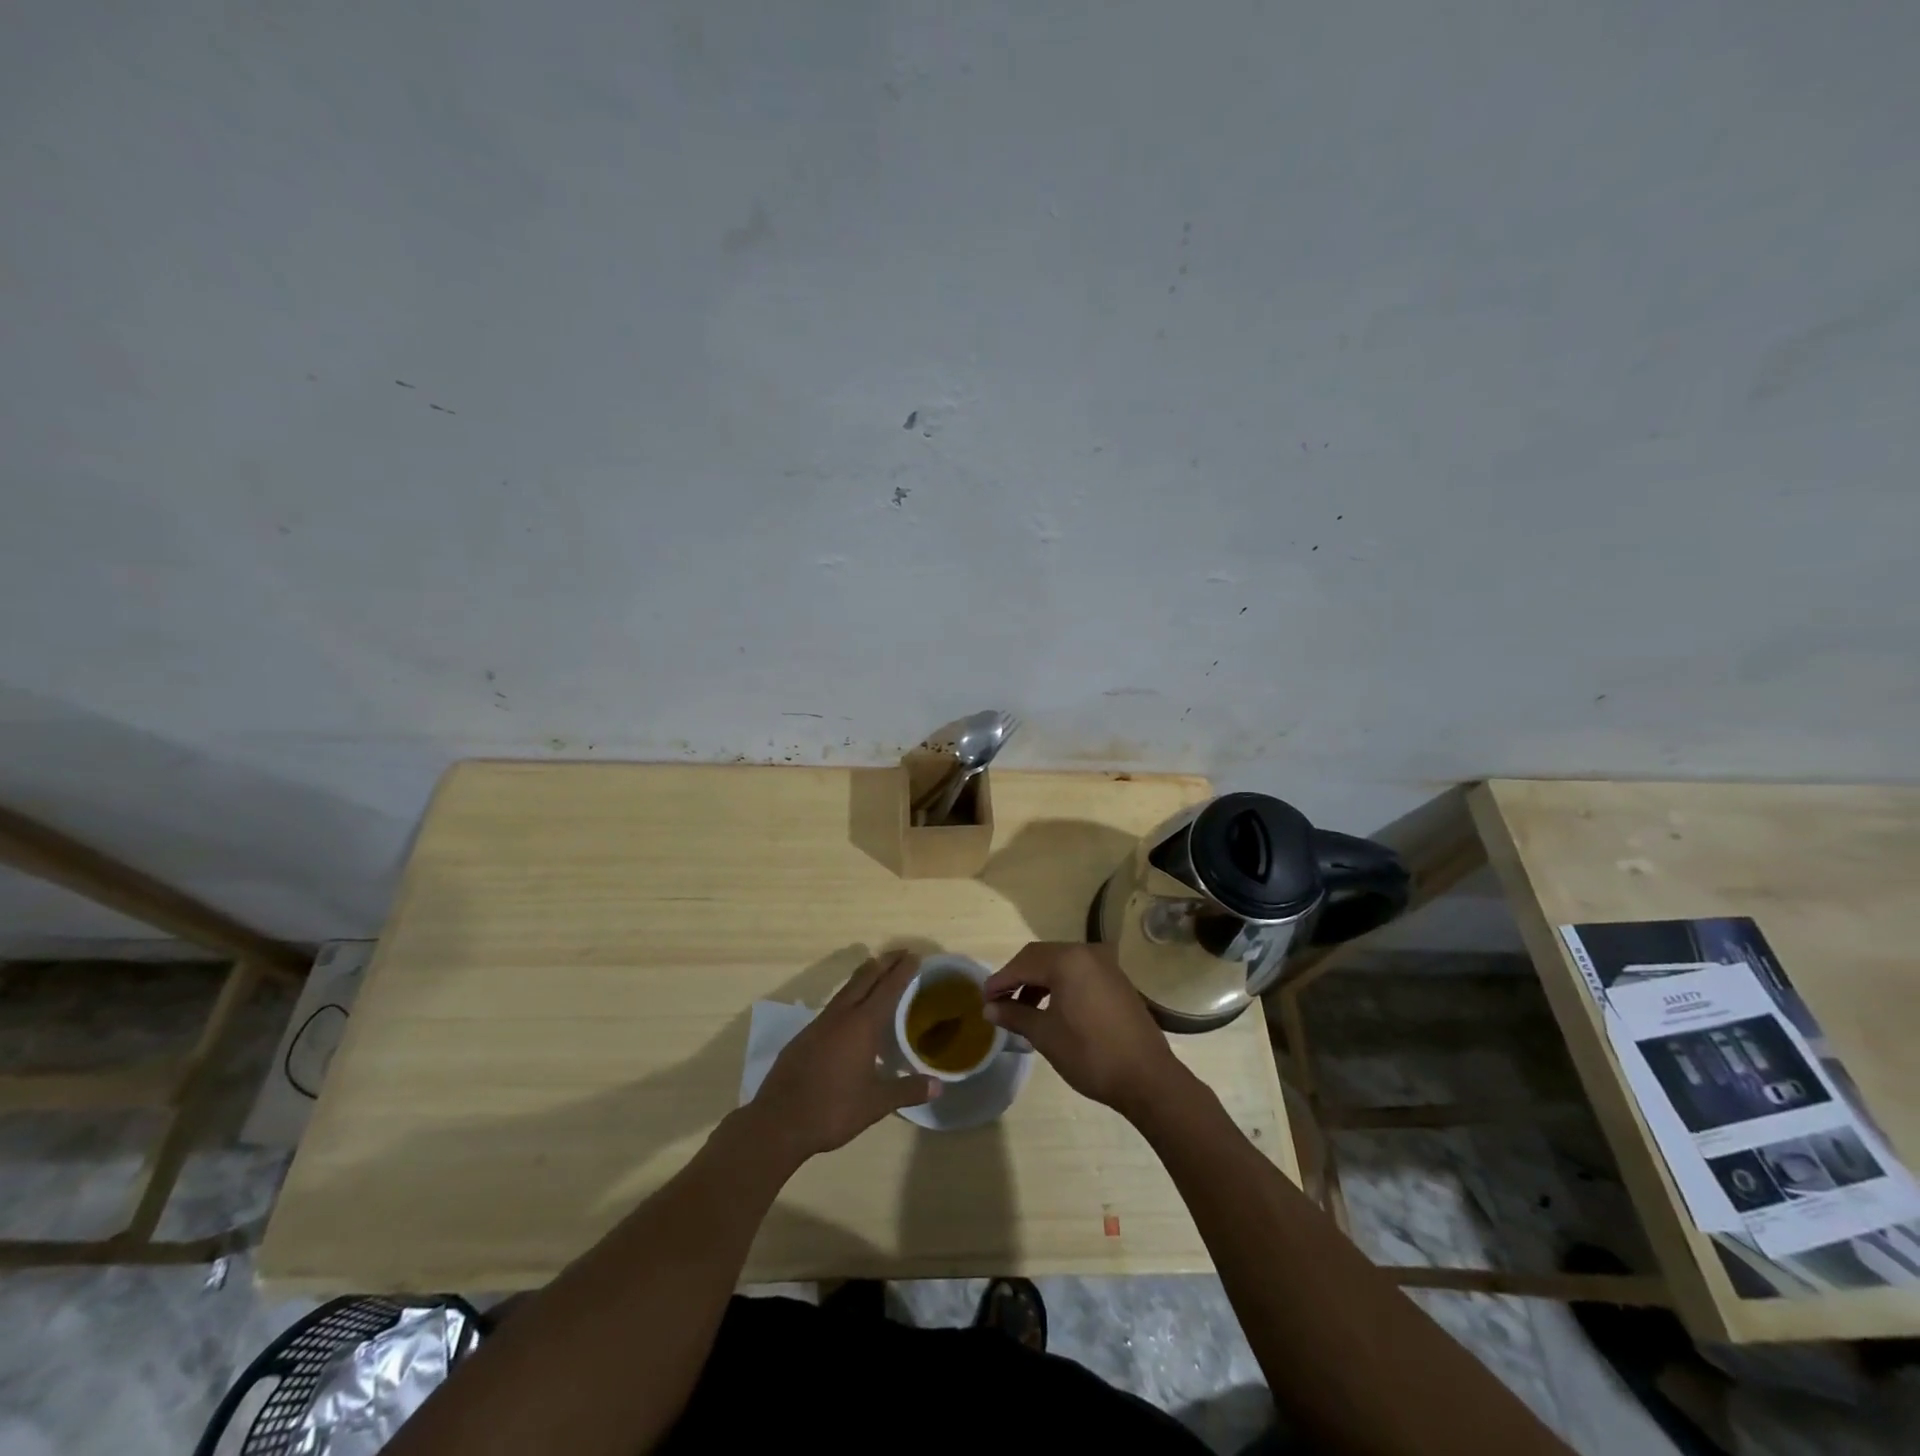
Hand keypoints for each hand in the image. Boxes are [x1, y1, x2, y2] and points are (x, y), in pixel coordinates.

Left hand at [748, 950, 939, 1163]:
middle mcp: (841, 1016)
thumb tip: (939, 1086)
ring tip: (879, 974)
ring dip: (865, 977)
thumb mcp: (876, 1104)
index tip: (915, 956)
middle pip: (865, 978)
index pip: (888, 988)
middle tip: (901, 953)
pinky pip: (833, 1006)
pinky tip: (852, 1014)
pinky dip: (849, 998)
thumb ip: (908, 1091)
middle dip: (884, 962)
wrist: (778, 1122)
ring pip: (846, 989)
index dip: (903, 971)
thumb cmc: (833, 1109)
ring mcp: (819, 1024)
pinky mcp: (805, 1036)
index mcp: (862, 1025)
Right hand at [983, 943, 1186, 1120]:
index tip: (984, 1000)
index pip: (1023, 963)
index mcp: (1067, 960)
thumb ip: (1015, 1015)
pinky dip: (1059, 985)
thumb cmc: (1091, 1054)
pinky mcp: (1116, 980)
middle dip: (1018, 977)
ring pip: (1060, 964)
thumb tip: (989, 1009)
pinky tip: (1051, 1008)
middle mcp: (1086, 953)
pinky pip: (1078, 973)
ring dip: (1038, 981)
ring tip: (1022, 1009)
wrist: (1147, 1077)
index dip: (1000, 981)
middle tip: (999, 1002)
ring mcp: (1105, 965)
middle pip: (1041, 957)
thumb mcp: (1046, 1035)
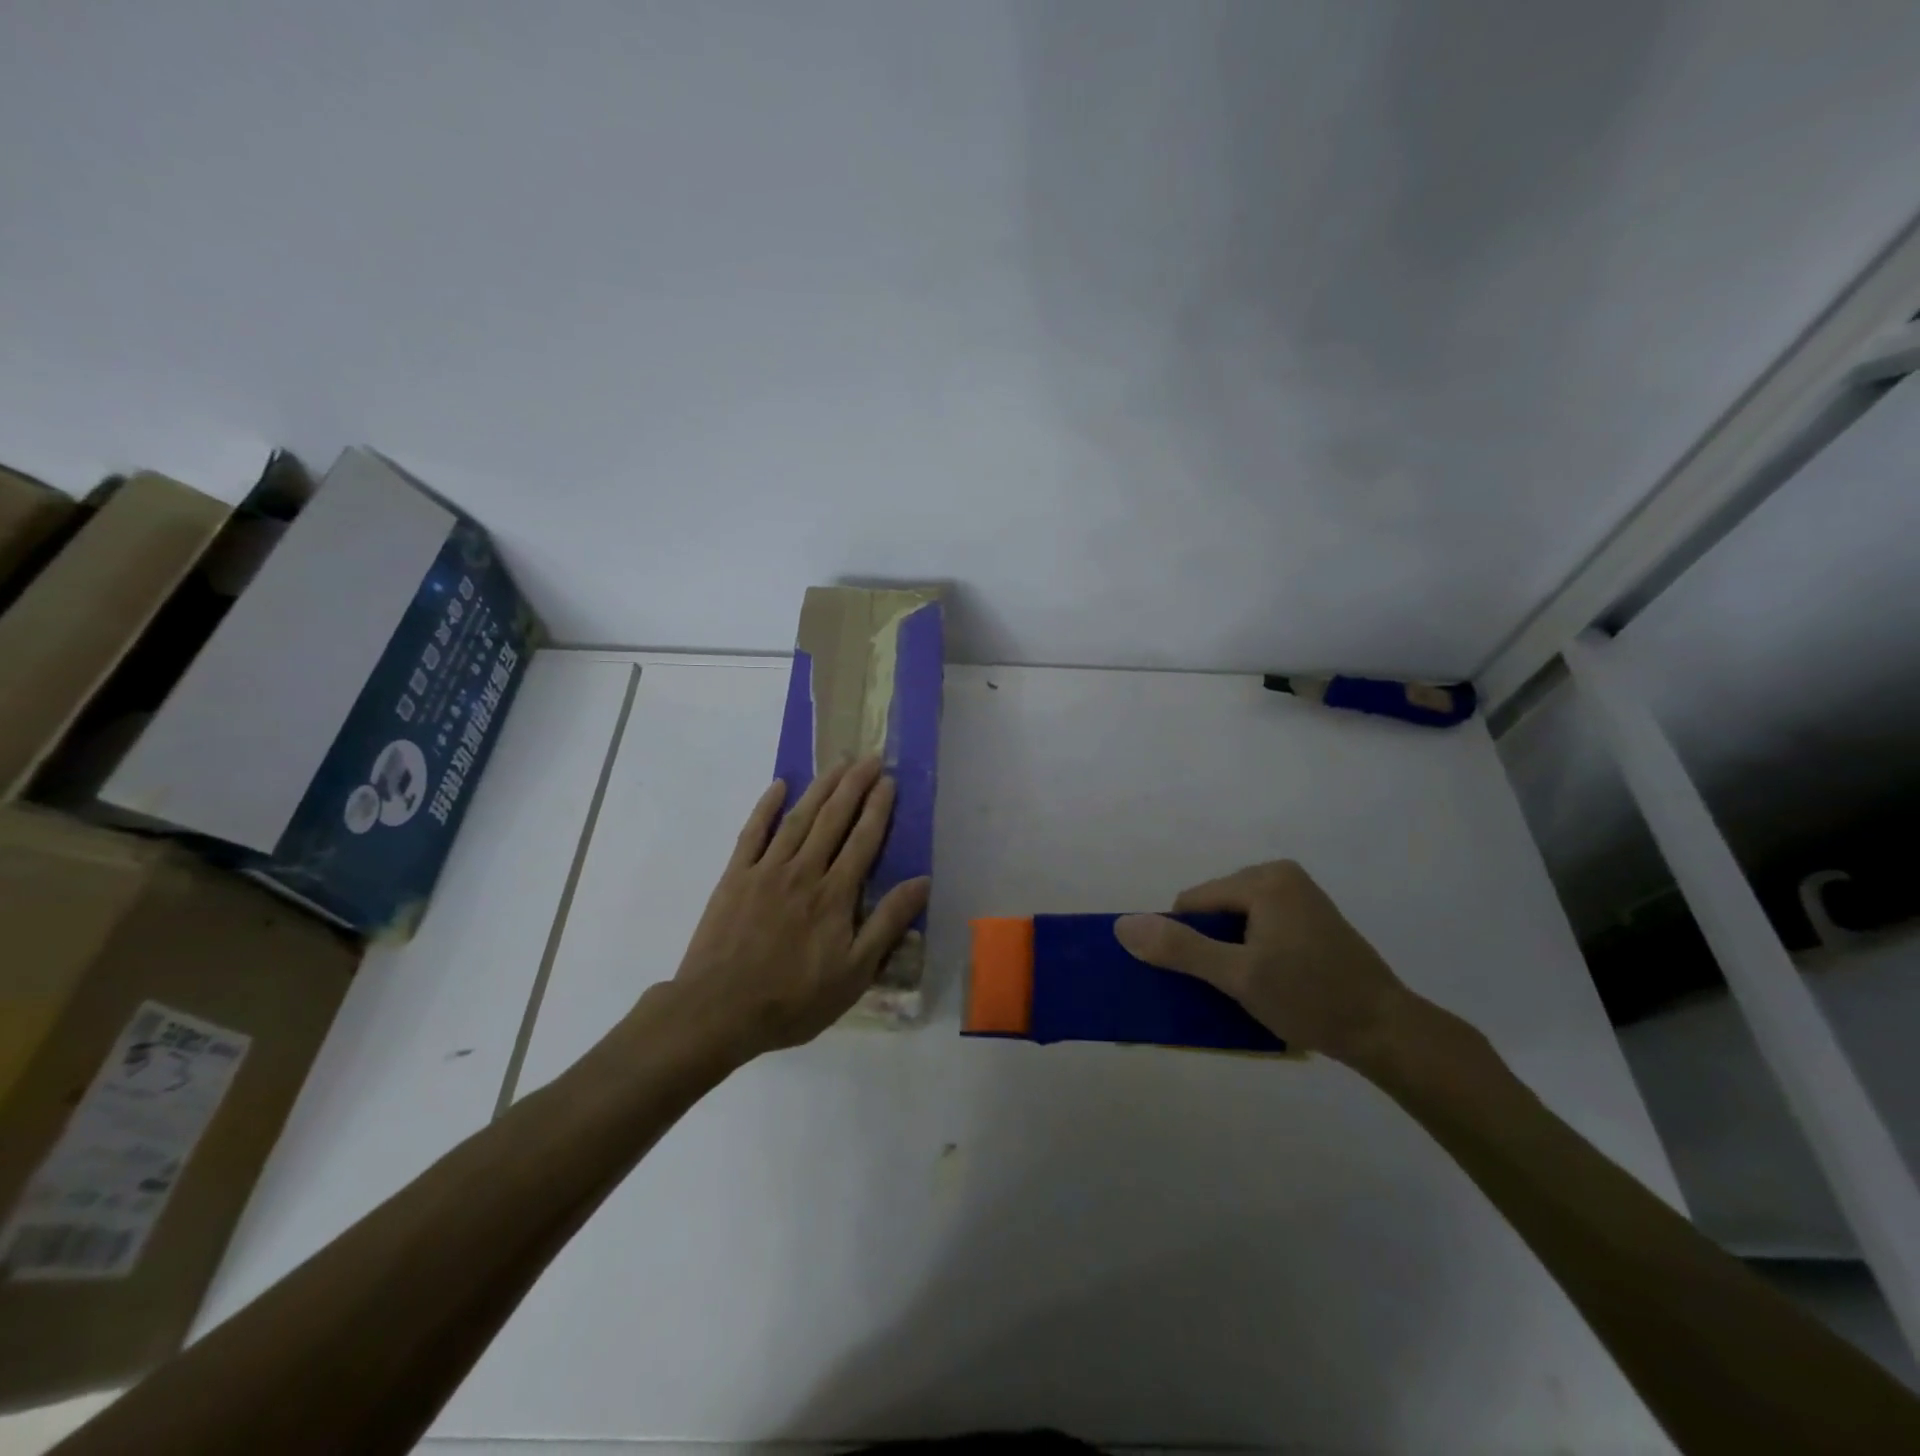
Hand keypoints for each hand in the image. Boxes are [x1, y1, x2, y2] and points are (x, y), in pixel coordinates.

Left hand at [662, 756, 930, 1061]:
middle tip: (869, 757)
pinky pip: (753, 833)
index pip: (863, 841)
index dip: (878, 808)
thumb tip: (921, 882)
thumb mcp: (854, 974)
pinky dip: (767, 807)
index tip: (889, 781)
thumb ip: (887, 924)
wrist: (718, 1011)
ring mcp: (766, 870)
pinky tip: (779, 786)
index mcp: (834, 895)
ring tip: (838, 763)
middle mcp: (803, 872)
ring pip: (799, 818)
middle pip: (833, 819)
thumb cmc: (792, 1000)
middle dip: (854, 786)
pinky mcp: (734, 877)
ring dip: (820, 787)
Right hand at [1114, 860, 1412, 1063]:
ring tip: (1253, 987)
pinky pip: (1261, 925)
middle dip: (1212, 946)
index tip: (1207, 980)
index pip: (1193, 903)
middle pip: (1215, 909)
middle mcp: (1281, 875)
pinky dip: (1254, 950)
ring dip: (1233, 951)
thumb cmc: (1310, 998)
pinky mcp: (1312, 916)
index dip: (1187, 942)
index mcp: (1263, 879)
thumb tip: (1123, 926)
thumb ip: (1180, 949)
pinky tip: (1271, 980)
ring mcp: (1300, 895)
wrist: (1387, 1031)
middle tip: (1233, 987)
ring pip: (1237, 920)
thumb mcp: (1238, 976)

=-=-=-=-=

* [Description of the task]: Print each record exactly as it stands, leaving the images out.

* [Result of this exercise]:
Hand keypoints for each hand in the image. Boxes are [x1, y1, x2, y2] and points are (x, y), in pixel coordinates.

Left hand at [748, 950, 939, 1163]:
middle mcp: (841, 1016)
thumb tip: (939, 1086)
ring tip: (879, 974)
ring dip: (865, 977)
thumb mcp: (876, 1104)
index tip: (915, 956)
middle pip: (865, 978)
index pip: (888, 988)
middle tip: (901, 953)
pinky pip: (833, 1006)
pinky tip: (852, 1014)
pinky dip: (849, 998)
thumb ip: (908, 1091)
middle dip: (884, 962)
wrist: (778, 1122)
ring pip: (846, 989)
index dip: (903, 971)
thumb cmc: (833, 1109)
ring mcp: (819, 1024)
pinky mcp: (805, 1036)
index mcp: (862, 1025)
Right hand at [983, 943, 1186, 1120]:
index tip: (984, 1000)
index pip: (1023, 963)
index mcp: (1067, 960)
thumb ip: (1015, 1015)
pinky dip: (1059, 985)
thumb cmc: (1091, 1054)
pinky mcp: (1116, 980)
middle dip: (1018, 977)
ring pip: (1060, 964)
thumb tip: (989, 1009)
pinky tip: (1051, 1008)
middle mcp: (1086, 953)
pinky pip: (1078, 973)
ring dip: (1038, 981)
ring tip: (1022, 1009)
wrist: (1147, 1077)
index dip: (1000, 981)
middle tip: (999, 1002)
ring mcp: (1105, 965)
middle pip: (1041, 957)
thumb mcp: (1046, 1035)
Hand keypoints for each hand in the image. Boxes are [x1, y1, x2, y2] and points are (x, y), in pixel coordinates.

Left hand at [662, 756, 930, 1061]:
middle tip: (869, 757)
pinky pip: (753, 833)
index pip: (863, 841)
index dip: (878, 808)
thumb tip: (921, 882)
thumb mcp: (854, 974)
pinky dip: (767, 807)
index tip: (889, 781)
thumb ip: (887, 924)
wrist: (718, 1011)
ring mcp: (766, 870)
pinky tip: (779, 786)
index mcp: (834, 895)
ring tip: (838, 763)
middle mcp: (803, 872)
ring pip: (799, 818)
middle pip: (833, 819)
thumb cmc: (792, 1000)
middle dip: (854, 786)
pinky mcp: (734, 877)
ring dip: (820, 787)
Right hand at [1114, 860, 1412, 1063]:
ring tip: (1253, 987)
pinky pip: (1261, 925)
middle dip: (1212, 946)
index tip: (1207, 980)
index pip: (1193, 903)
middle pip: (1215, 909)
middle mcp: (1281, 875)
pinky dip: (1254, 950)
ring dip: (1233, 951)
thumb cmc: (1310, 998)
pinky mcp: (1312, 916)
index dip: (1187, 942)
index mcp: (1263, 879)
thumb tip: (1123, 926)
thumb ip: (1180, 949)
pinky tip: (1271, 980)
ring mcp: (1300, 895)
wrist: (1387, 1031)
middle tip: (1233, 987)
ring pip: (1237, 920)
thumb mcp: (1238, 976)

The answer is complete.